++++ Provided material

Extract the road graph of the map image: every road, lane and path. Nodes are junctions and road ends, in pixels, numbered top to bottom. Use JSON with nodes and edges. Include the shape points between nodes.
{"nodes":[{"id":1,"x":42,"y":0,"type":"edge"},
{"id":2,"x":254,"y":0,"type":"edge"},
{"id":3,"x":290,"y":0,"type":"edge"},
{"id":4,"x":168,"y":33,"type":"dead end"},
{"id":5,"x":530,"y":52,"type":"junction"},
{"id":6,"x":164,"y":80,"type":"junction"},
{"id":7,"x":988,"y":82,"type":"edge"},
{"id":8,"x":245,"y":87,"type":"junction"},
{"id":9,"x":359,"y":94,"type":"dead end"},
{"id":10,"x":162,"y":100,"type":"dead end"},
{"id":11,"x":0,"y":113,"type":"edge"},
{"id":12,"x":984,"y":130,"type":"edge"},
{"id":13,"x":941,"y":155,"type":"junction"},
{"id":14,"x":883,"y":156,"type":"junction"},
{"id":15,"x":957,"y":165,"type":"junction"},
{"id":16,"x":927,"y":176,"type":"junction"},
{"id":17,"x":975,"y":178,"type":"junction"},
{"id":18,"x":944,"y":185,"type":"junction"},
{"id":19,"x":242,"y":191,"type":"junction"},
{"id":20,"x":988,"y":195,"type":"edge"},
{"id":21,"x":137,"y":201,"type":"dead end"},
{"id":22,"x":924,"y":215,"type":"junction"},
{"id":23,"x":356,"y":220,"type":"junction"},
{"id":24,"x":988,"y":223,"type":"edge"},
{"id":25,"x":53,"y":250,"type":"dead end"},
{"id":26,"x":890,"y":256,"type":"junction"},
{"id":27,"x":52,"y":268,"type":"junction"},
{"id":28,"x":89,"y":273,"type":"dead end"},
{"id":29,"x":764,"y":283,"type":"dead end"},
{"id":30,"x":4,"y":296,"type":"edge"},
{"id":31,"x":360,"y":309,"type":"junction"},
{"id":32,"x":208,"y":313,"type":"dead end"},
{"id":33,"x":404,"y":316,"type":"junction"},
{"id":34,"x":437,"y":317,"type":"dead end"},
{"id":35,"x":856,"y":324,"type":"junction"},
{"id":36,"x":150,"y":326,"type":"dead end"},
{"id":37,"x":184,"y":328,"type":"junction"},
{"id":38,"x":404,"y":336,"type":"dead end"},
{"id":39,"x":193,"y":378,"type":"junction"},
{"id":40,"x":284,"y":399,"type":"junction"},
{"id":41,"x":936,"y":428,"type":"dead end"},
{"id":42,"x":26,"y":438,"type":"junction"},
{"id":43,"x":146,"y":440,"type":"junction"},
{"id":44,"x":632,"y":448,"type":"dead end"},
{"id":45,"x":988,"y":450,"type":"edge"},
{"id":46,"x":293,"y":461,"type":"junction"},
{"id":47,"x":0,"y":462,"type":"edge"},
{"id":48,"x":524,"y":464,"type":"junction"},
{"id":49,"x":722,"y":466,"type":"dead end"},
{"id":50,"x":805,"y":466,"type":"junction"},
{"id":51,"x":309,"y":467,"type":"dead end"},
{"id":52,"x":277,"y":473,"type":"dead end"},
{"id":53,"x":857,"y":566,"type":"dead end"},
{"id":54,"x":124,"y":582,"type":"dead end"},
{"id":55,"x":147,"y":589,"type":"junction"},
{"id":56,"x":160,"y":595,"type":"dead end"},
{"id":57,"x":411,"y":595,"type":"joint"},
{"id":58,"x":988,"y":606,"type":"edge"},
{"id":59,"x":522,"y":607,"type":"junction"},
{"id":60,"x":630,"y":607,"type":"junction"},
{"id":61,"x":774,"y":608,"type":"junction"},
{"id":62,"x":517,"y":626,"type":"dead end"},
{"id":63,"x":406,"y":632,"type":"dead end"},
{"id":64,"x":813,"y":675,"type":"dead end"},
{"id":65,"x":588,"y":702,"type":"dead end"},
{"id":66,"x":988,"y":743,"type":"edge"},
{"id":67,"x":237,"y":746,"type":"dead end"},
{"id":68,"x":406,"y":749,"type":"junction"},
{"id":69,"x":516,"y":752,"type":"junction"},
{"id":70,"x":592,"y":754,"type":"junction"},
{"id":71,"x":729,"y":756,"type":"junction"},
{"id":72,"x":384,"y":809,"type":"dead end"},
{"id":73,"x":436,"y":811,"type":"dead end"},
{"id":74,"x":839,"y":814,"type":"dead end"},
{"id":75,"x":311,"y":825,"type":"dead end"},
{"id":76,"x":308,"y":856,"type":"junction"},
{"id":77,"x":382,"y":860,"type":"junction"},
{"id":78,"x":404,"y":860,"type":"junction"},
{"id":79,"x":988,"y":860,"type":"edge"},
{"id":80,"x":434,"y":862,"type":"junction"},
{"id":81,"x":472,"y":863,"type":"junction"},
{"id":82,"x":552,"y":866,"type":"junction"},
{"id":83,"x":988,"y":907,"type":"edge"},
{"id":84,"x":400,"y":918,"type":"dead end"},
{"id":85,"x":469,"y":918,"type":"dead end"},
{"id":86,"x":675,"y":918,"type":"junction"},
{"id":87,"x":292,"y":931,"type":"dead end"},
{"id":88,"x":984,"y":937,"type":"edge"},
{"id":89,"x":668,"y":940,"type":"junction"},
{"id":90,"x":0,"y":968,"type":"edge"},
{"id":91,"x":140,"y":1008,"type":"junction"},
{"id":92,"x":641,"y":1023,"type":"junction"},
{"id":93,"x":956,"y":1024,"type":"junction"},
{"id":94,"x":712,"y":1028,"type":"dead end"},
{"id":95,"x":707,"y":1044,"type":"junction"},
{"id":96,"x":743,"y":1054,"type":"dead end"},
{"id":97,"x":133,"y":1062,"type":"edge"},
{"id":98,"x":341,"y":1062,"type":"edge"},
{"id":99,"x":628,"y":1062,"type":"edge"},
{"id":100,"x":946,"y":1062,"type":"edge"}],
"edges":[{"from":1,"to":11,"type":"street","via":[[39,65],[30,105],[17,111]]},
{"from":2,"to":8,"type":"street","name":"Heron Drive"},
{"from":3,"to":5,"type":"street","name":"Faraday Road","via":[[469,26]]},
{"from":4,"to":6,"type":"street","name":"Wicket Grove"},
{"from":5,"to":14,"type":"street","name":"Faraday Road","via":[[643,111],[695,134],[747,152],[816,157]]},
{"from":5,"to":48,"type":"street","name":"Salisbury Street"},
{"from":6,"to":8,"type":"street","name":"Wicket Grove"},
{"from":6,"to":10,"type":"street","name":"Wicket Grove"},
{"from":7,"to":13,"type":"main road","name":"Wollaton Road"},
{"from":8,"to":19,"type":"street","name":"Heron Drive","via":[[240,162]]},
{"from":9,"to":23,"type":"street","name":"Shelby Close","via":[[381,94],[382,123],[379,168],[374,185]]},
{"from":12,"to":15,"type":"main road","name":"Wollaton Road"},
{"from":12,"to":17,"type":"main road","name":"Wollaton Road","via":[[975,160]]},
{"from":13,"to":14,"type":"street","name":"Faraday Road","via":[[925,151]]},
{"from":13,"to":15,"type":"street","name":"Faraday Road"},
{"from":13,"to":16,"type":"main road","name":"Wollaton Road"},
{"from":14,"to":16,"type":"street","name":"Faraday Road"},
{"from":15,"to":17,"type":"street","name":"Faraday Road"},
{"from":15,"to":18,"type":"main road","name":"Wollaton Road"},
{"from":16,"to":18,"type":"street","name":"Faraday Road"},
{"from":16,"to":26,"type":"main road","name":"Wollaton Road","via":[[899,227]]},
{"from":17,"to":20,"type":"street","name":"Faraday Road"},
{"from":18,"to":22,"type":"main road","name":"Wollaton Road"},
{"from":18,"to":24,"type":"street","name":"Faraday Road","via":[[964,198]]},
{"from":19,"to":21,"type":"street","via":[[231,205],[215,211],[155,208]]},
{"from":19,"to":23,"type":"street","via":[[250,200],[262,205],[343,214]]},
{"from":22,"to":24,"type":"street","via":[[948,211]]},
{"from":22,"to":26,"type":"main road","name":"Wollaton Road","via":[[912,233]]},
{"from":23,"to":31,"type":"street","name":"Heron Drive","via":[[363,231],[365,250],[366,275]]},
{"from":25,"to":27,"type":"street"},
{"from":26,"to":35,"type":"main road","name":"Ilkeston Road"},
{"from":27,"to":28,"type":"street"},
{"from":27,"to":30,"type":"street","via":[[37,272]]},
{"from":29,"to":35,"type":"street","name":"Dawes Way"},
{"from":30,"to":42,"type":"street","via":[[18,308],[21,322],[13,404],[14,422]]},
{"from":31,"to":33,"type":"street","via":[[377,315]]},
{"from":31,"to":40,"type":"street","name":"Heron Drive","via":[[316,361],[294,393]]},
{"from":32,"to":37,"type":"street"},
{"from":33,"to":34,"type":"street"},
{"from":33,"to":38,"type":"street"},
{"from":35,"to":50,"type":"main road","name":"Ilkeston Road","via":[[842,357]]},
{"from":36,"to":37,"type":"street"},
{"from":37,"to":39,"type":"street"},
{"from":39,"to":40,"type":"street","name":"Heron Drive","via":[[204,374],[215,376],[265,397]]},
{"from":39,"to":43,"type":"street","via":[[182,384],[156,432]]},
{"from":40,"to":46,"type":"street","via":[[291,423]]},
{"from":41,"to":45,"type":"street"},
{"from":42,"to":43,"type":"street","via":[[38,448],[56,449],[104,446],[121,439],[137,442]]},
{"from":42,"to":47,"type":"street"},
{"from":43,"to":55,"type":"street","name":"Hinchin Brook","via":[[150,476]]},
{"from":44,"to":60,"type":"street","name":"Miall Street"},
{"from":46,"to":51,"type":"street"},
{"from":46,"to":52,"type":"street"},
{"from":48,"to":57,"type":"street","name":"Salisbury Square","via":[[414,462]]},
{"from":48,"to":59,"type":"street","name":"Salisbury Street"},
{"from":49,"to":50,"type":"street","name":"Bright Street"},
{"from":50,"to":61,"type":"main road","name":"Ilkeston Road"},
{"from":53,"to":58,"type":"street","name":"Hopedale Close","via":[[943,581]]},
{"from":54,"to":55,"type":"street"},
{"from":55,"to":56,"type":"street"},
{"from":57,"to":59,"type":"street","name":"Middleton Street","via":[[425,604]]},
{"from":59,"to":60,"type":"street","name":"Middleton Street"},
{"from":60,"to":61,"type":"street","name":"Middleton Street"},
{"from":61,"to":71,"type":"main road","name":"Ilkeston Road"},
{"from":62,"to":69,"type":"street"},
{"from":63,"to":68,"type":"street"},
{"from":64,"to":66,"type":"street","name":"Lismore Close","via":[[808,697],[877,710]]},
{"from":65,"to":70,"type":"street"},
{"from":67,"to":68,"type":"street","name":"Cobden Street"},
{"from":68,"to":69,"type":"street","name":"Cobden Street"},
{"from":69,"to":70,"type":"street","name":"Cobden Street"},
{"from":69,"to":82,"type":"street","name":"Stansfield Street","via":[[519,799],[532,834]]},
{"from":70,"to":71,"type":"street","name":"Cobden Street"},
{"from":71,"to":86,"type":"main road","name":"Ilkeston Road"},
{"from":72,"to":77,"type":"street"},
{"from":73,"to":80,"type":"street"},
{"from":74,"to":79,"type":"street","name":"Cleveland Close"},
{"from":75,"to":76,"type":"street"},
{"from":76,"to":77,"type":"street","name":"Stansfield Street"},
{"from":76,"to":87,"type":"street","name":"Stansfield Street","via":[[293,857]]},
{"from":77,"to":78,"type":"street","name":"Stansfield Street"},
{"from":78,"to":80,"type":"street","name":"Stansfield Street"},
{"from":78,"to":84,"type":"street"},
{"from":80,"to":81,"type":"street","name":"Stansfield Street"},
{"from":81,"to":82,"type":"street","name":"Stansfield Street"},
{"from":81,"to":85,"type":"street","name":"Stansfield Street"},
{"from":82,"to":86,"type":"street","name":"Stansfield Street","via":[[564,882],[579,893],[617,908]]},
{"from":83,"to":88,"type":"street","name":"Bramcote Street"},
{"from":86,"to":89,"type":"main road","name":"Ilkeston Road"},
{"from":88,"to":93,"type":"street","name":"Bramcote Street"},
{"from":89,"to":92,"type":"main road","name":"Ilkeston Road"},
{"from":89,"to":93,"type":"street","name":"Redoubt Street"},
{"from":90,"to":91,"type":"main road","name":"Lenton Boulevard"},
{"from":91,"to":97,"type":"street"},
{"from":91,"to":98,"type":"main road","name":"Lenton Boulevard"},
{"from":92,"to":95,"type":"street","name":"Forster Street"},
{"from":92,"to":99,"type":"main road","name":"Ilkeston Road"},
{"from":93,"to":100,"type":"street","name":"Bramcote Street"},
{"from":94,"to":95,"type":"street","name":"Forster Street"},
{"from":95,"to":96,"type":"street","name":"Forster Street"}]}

++++++++

What is needed – Using the material above, return every line that holds the string "Lenton".

Solution to this task –
{"from":90,"to":91,"type":"main road","name":"Lenton Boulevard"},
{"from":91,"to":98,"type":"main road","name":"Lenton Boulevard"},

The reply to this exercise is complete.